● TASK TO COMPLETE
When a line in the data below includes "than", pick it out and copy it.

(Stored items)
————
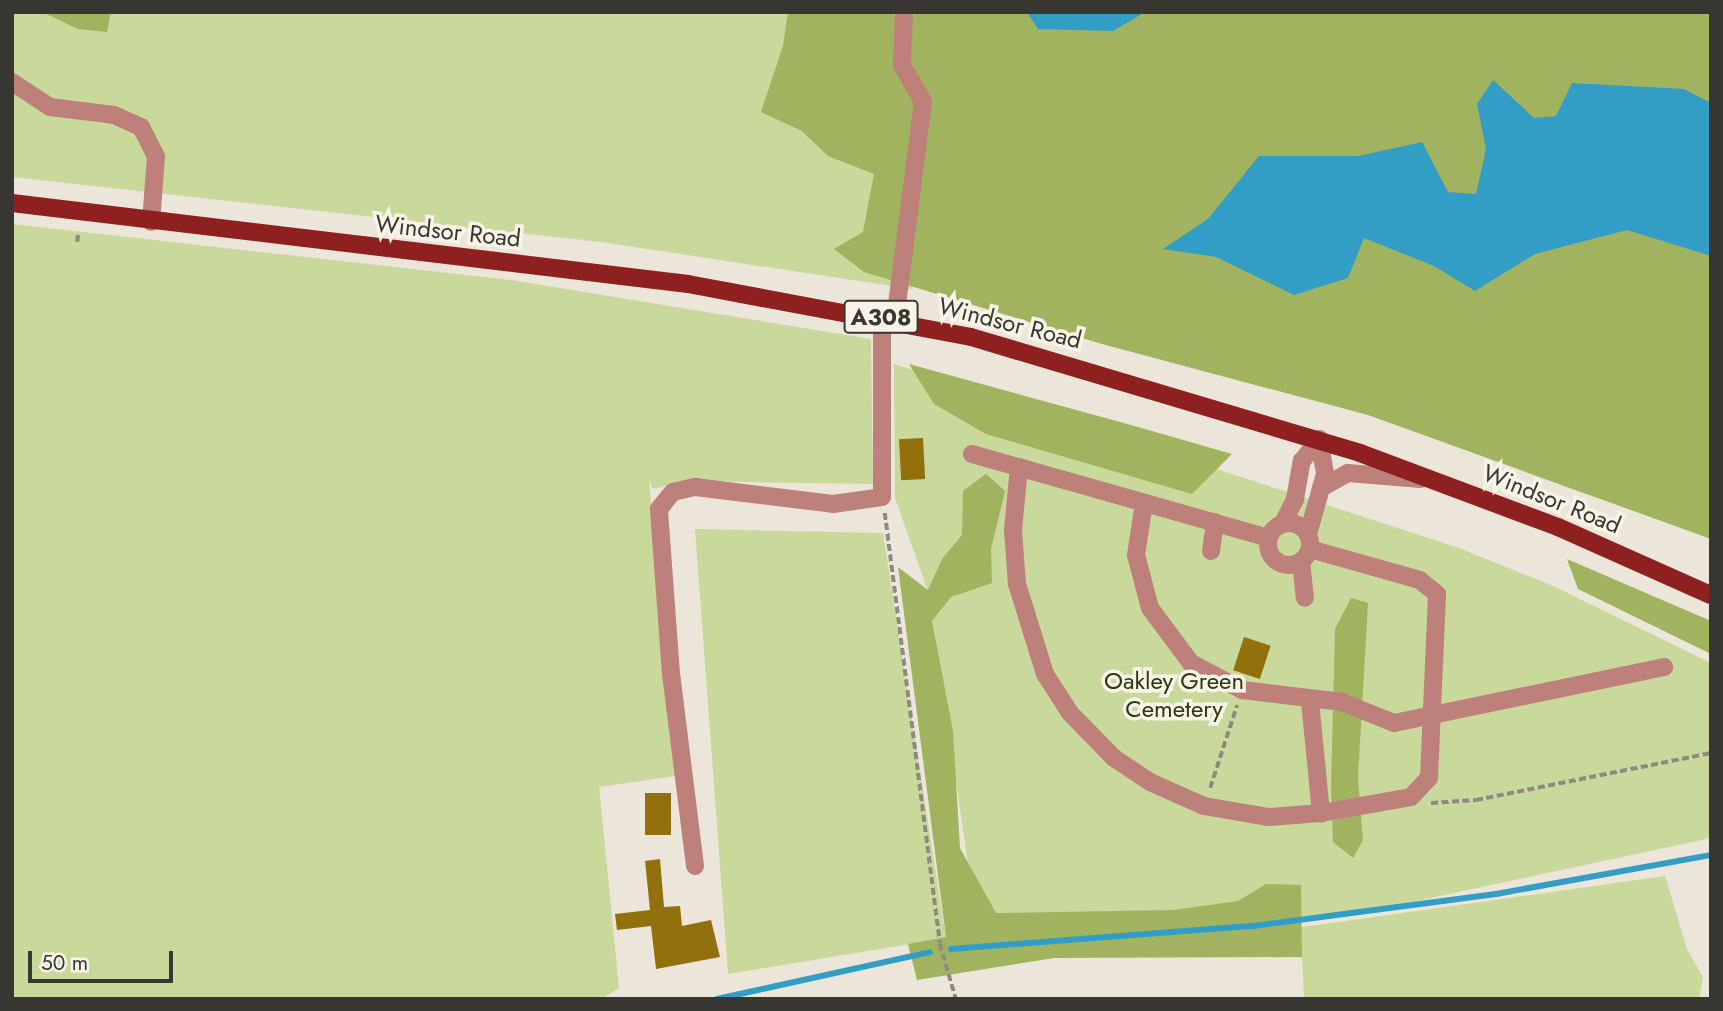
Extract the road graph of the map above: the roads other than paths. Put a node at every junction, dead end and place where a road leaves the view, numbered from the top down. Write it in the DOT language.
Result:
graph roads {
  1 [pos="904,12"];
  2 [pos="12,82"];
  3 [pos="12,203"];
  4 [pos="151,222"];
  5 [pos="889,319"];
  6 [pos="1319,439"];
  7 [pos="972,454"];
  8 [pos="1019,467"];
  9 [pos="1439,481"];
  10 [pos="1321,488"];
  11 [pos="1144,503"];
  12 [pos="1215,522"];
  13 [pos="1283,523"];
  14 [pos="1268,538"];
  15 [pos="1306,548"];
  16 [pos="1211,551"];
  17 [pos="1711,595"];
  18 [pos="1304,598"];
  19 [pos="1664,667"];
  20 [pos="1310,701"];
  21 [pos="1432,714"];
  22 [pos="1321,813"];
  23 [pos="695,866"];
  1 -- 5 [label="lane"];
  2 -- 4 [label="lane"];
  3 -- 4 [label="main road, Windsor Road / A308"];
  4 -- 5 [label="main road, Windsor Road / A308"];
  5 -- 6 [label="main road, Windsor Road / A308"];
  5 -- 23 [label="lane"];
  6 -- 9 [label="main road, Windsor Road / A308"];
  6 -- 10 [label="lane"];
  6 -- 13 [label="lane"];
  7 -- 8 [label="lane"];
  8 -- 11 [label="lane"];
  8 -- 22 [label="lane"];
  9 -- 10 [label="lane"];
  9 -- 17 [label="main road, Windsor Road / A308"];
  10 -- 15 [label="lane"];
  11 -- 12 [label="lane"];
  11 -- 20 [label="lane"];
  12 -- 14 [label="lane"];
  12 -- 16 [label="lane"];
  13 -- 14 [label="lane"];
  13 -- 15 [label="lane"];
  14 -- 15 [label="lane"];
  15 -- 18 [label="lane"];
  15 -- 21 [label="lane"];
  19 -- 21 [label="lane"];
  20 -- 21 [label="lane"];
  20 -- 22 [label="lane"];
  21 -- 22 [label="lane"];
}
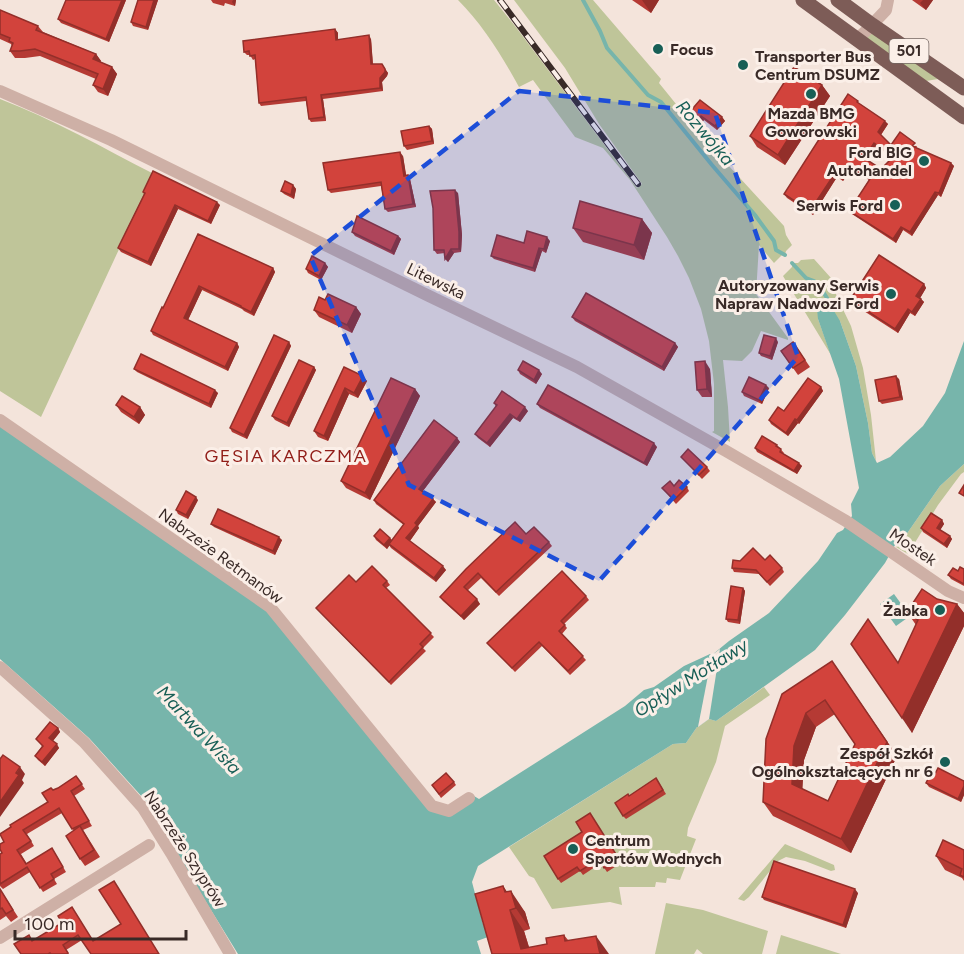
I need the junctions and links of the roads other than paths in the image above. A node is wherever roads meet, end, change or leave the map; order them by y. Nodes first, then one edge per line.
————
● TASK OUTPUT
Extract the road graph of the map above: the roads other than paths. Put a node at every junction, dead end and place where a road leaves the view, numbered from the top down. Write it in the DOT language.
I need the junctions and links of the roads other than paths in the image above. A node is wherever roads meet, end, change or leave the map; order them by y. Nodes first, then one edge per line.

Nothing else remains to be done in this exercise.